ご参考までに、4年前の市長選の記事の一部を紹介します。佐倉の懲りない面々・・・。

◆2015年4月25日 (土)

明日が投票日だというのに~佐倉市長選挙、あふれる違反ポスター、虚偽中傷ネット広告を取り締まらない、取り締まれない?!

ネットの広告は、煩わしく、うるさいのだが、ブログなどただで使えるのだからとスルーするし、自分の検索ワードが自動的に反映されるのも気味の悪いものだが、それも受忍してきた。

しかし、2日ほど前から、「公式佐倉市民の皆様へ 順天堂大学からの公式発表です。」という動画広告が出るようになった。「公式発表?」動画を見てみると、当ブログでも触れた「順天堂大学の誘致を実現する集い」(4月16日開催)の、佐倉市と交渉にあたったというこの3月末日、その職を退いたS学部長のスピーチだったのだ。現在は何の責任もない大学退職者のスピーチが公式見解などとはとても思えない。その“公式見解”とは、現市長の中傷に終始するものであった。これって、対立候補妨害情報なのではないか。公職選挙法でネット上の活動が緩和されたからと言って、このスポンサーは誰なのか、これほどの費用を投入しているのは誰なのか。順天堂大学の学部の担当者に尋ねてみても、いまの時期、そんな「公式見解を大学は出すはずがありません、出していません」ときっぱり言っていた。少し驚いた展開となった。大学の担当者は、さらに「S前部長は、学部スタッフのOBではあるが、個人的な発言にすぎない」と明言していた。まさに虚偽広告を流すのは、だれなのか。
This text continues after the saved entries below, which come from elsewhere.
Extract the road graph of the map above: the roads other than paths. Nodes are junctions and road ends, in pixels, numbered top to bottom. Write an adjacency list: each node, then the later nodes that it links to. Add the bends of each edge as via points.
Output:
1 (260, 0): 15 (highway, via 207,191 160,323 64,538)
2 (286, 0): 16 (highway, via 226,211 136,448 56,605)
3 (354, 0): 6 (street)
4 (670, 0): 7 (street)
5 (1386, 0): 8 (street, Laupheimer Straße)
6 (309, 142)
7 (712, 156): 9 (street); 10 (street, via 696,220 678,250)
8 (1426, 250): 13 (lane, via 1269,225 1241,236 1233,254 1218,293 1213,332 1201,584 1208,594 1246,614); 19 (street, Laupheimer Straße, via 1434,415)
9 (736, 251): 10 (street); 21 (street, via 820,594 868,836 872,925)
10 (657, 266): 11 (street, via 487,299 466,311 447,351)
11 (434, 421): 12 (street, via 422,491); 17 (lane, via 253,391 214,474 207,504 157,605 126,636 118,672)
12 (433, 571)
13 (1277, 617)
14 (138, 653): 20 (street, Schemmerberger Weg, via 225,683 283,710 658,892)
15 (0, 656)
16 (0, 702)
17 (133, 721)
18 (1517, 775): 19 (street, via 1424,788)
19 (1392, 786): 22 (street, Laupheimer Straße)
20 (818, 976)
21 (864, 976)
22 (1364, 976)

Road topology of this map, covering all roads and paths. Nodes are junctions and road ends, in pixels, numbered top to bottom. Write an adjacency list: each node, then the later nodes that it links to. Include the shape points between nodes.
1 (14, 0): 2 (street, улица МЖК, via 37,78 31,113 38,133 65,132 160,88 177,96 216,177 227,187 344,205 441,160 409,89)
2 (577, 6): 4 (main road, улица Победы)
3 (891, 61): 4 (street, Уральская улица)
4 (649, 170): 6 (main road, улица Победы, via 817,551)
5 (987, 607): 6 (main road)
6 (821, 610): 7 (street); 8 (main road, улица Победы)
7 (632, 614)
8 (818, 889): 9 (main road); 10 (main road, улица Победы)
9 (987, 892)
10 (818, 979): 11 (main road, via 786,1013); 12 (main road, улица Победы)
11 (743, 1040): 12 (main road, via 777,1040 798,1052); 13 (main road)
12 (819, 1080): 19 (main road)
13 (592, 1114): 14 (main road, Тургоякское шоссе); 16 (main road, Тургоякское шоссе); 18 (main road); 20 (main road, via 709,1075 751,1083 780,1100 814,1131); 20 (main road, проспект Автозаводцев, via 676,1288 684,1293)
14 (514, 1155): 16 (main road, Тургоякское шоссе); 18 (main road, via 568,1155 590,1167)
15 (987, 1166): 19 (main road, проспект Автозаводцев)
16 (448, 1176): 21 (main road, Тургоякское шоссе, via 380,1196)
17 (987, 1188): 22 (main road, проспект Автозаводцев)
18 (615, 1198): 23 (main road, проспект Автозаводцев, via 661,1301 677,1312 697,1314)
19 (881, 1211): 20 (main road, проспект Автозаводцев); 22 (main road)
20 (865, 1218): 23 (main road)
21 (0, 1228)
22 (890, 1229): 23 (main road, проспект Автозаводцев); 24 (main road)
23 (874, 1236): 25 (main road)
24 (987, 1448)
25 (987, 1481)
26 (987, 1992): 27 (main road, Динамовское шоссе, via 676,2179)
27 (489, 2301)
それに、これも前の記事でも触れたが、佐倉市内にやたらと貼られた、新聞全紙4枚ほどの大きなN市長候補とマラソンの小出監督とのポスターは、やはり公職選挙法違反ポスターだった。小さい字で書かれた講演会通知を標榜するこのポスター、告示後は完全なる違反ポスターなのだ。市の選挙管理委員会は、4月19日告示前も告示後も、候補者にはただちに撤去するよう、警察署には取り締まるよう通知している、とはいう。警察も、民有地に貼られている以上、撤去は出来ない、という。選挙管理委員会は、「通知しかできないで、歯がゆい」とまで言う公職選挙法って?

25日朝現在、私の知る限りユーカリが丘近辺の違反ポスターは野放しだ。N候補の選挙事務所は、違反ということなので「回収中」「撤去中」というのみで、まるで蕎麦屋の出前が遅れたときのセリフ「今出ました!」ではないか。明日が投票日、事務所では、200枚中30枚回収したと言っているそうだが 

◆2015年4月28日 (火)

佐倉市長選挙余話~N候補の違反ポスター撤収は、投票日の翌日27日だった!

きのう、ある交差点で小学校の下校時交通見守りに参加していると、この記事でも何度か触れた、N市長候補の公職選挙法違反ポスターを撤去している人に出会った。「大変ですねえ、何枚くらい回収するの」と尋ねてみると、「200枚かな」とあっさり答えていた。「これって違反じゃない?」といえば否定もせず、ポスターを留めてあるテープをカットしながら、ポスターに候補者と並んだ、例の小出監督を指して「このヒゲ面と酒ヤケの顔がイケなかった」(それが敗因?)とブツブツといいつつ、車に運んでいた。支持者か業者だったのか。投票日の前日、選挙事務所が回収中と答えていたのは、方便だったのだなあ。翌日撤収の200枚という枚数は信憑性があるかもしれない。それにしてもそのポスターの下に小さく記してあった5月30日の二人のユーカリ駅前の演説会は中止なのかしら。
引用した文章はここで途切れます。